- Born: 17 November 1919 Hamhung, Kankyōnan Province, Korea, Empire of Japan
- Died: 9 June 2014 (aged 94)
- Occupation: Painter
- Writing career
- Period: 1936–2014
- Genres: Art, paint

Korean name
- Hangul: 김흥수
- Hanja: 金興洙
- RR: Gim Heungsu
- MR: Kim Hŭngsu

= Kim Sou =

South Korean painter (1919–2014)

Kim Heungsou (November 17, 1919 – June 9, 2014), also called Kim Sou, was a South Korean painter who was sometimes called the "Picasso of Korea".

== Biography ==
Born in Hamheung in Korea under Japanese rule, he graduated from Tokyo Art School (東京美術學校). After the independence of the Korean Peninsula, he sat as deputy of Seoul Art high school and lecturer at Seoul National University.

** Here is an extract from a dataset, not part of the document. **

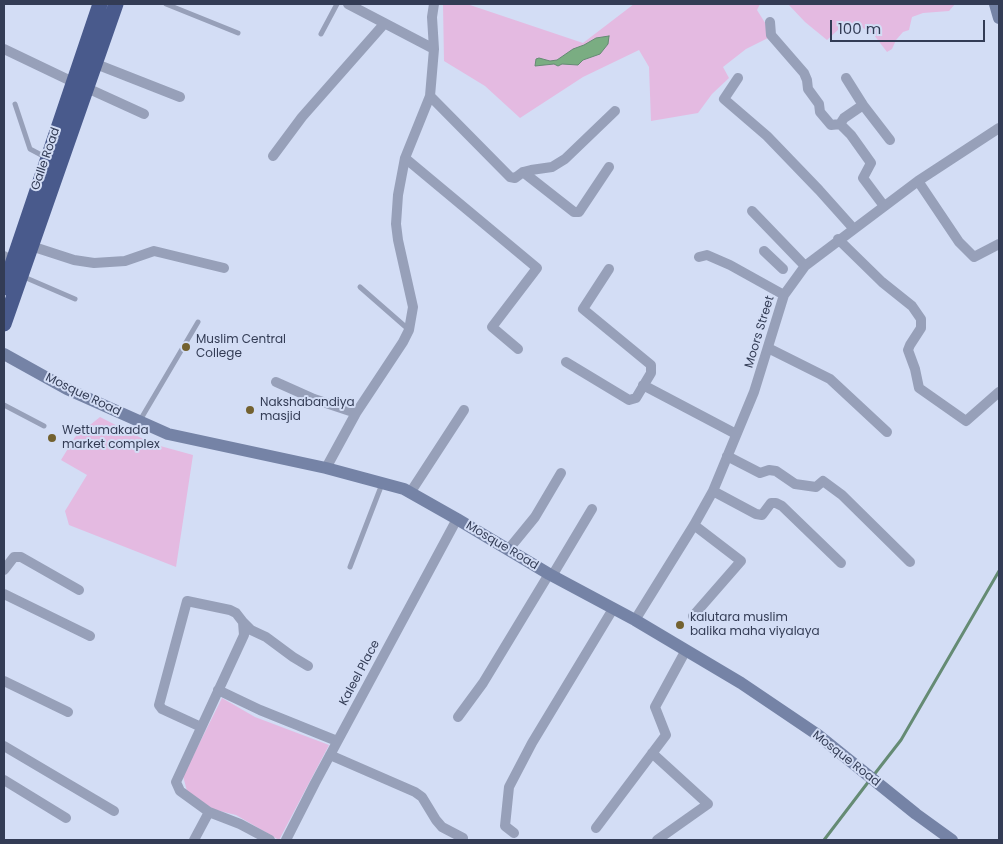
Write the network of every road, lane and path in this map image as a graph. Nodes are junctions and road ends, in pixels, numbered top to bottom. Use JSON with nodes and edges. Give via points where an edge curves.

In 1955, he studied painting in Paris, and his works were submitted to Salon d'Automne. Thereafter, he initiated an individual art showcase and held exhibitions several times, starting in Paris, gaining access to the European market. He held exhibitions around the world, including in France and Russia. His works have been featured at international auctions.

After coming back to Seoul, Heungsou was appointed to the panel of judges for the 10th Korea grand art convention and presented his works in 1961. Six years later, he went as an exchange professor at the Pennsylvania Academy of Fine Arts from 1968 to 1980, which allowed him to release his pieces of sculpture, holding a series of travelling exhibitions from coast to coast. American-Korean Foundation served his work from the beginning.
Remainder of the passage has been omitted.